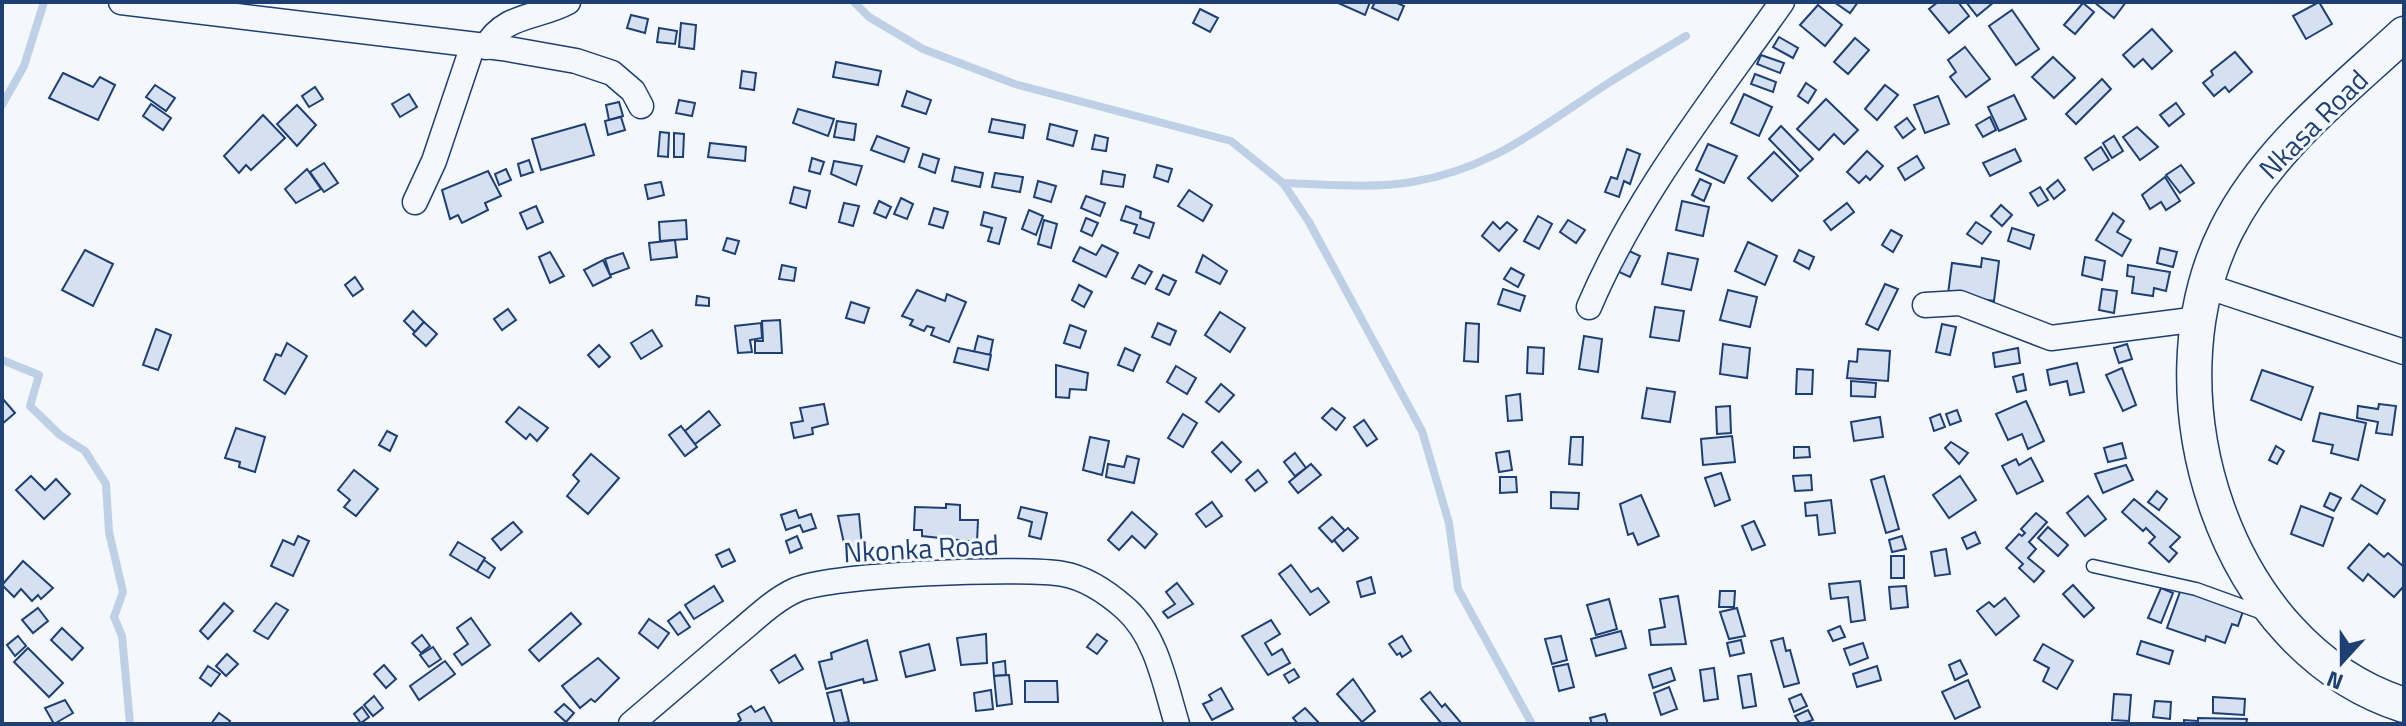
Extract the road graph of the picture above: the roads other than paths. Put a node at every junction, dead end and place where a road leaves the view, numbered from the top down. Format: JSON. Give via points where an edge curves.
{"nodes":[{"id":1,"x":121,"y":2,"type":"edge"},
{"id":2,"x":568,"y":2,"type":"edge"},
{"id":3,"x":1782,"y":2,"type":"edge"},
{"id":4,"x":2404,"y":34,"type":"edge"},
{"id":5,"x":480,"y":46,"type":"junction"},
{"id":6,"x":641,"y":106,"type":"dead end"},
{"id":7,"x":415,"y":202,"type":"dead end"},
{"id":8,"x":2206,"y":286,"type":"junction"},
{"id":9,"x":1925,"y":305,"type":"dead end"},
{"id":10,"x":1589,"y":307,"type":"dead end"},
{"id":11,"x":2199,"y":319,"type":"junction"},
{"id":12,"x":2404,"y":352,"type":"edge"},
{"id":13,"x":2093,"y":566,"type":"dead end"},
{"id":14,"x":2282,"y":620,"type":"junction"},
{"id":15,"x":2404,"y":705,"type":"edge"},
{"id":16,"x":631,"y":724,"type":"edge"},
{"id":17,"x":1177,"y":724,"type":"edge"}],
"edges":[{"from":1,"to":5,"type":"street"},
{"from":2,"to":5,"type":"street","via":[[507,22]]},
{"from":3,"to":10,"type":"street","via":[[1698,118],[1612,253]]},
{"from":4,"to":8,"type":"street","name":"Nkasa Road","via":[[2265,168],[2225,233]]},
{"from":5,"to":6,"type":"street","via":[[576,61],[612,73]]},
{"from":5,"to":7,"type":"street"},
{"from":8,"to":11,"type":"street","name":"Nkasa Road"},
{"from":8,"to":12,"type":"street"},
{"from":9,"to":11,"type":"street","via":[[1960,303],[2051,338]]},
{"from":11,"to":14,"type":"street","name":"Nkasa Road","via":[[2198,420],[2208,483],[2233,547]]},
{"from":13,"to":14,"type":"lane","via":[[2196,589]]},
{"from":14,"to":15,"type":"street","name":"Nkasa Road","via":[[2331,670]]},
{"from":16,"to":17,"type":"street","name":"Nkonka Road","via":[[796,590],[913,575],[1022,573],[1062,574],[1088,582],[1127,610],[1153,650]]}]}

= = = =

## ASSIGNED TASK
The expected result is the data above in exact form, free of pictures.

## EXERCISE RESPONSE
Extract the road graph of the picture above: the roads other than paths. Put a node at every junction, dead end and place where a road leaves the view, numbered from the top down. Format: JSON. Give via points where an edge curves.
{"nodes":[{"id":1,"x":121,"y":2,"type":"edge"},
{"id":2,"x":568,"y":2,"type":"edge"},
{"id":3,"x":1782,"y":2,"type":"edge"},
{"id":4,"x":2404,"y":34,"type":"edge"},
{"id":5,"x":480,"y":46,"type":"junction"},
{"id":6,"x":641,"y":106,"type":"dead end"},
{"id":7,"x":415,"y":202,"type":"dead end"},
{"id":8,"x":2206,"y":286,"type":"junction"},
{"id":9,"x":1925,"y":305,"type":"dead end"},
{"id":10,"x":1589,"y":307,"type":"dead end"},
{"id":11,"x":2199,"y":319,"type":"junction"},
{"id":12,"x":2404,"y":352,"type":"edge"},
{"id":13,"x":2093,"y":566,"type":"dead end"},
{"id":14,"x":2282,"y":620,"type":"junction"},
{"id":15,"x":2404,"y":705,"type":"edge"},
{"id":16,"x":631,"y":724,"type":"edge"},
{"id":17,"x":1177,"y":724,"type":"edge"}],
"edges":[{"from":1,"to":5,"type":"street"},
{"from":2,"to":5,"type":"street","via":[[507,22]]},
{"from":3,"to":10,"type":"street","via":[[1698,118],[1612,253]]},
{"from":4,"to":8,"type":"street","name":"Nkasa Road","via":[[2265,168],[2225,233]]},
{"from":5,"to":6,"type":"street","via":[[576,61],[612,73]]},
{"from":5,"to":7,"type":"street"},
{"from":8,"to":11,"type":"street","name":"Nkasa Road"},
{"from":8,"to":12,"type":"street"},
{"from":9,"to":11,"type":"street","via":[[1960,303],[2051,338]]},
{"from":11,"to":14,"type":"street","name":"Nkasa Road","via":[[2198,420],[2208,483],[2233,547]]},
{"from":13,"to":14,"type":"lane","via":[[2196,589]]},
{"from":14,"to":15,"type":"street","name":"Nkasa Road","via":[[2331,670]]},
{"from":16,"to":17,"type":"street","name":"Nkonka Road","via":[[796,590],[913,575],[1022,573],[1062,574],[1088,582],[1127,610],[1153,650]]}]}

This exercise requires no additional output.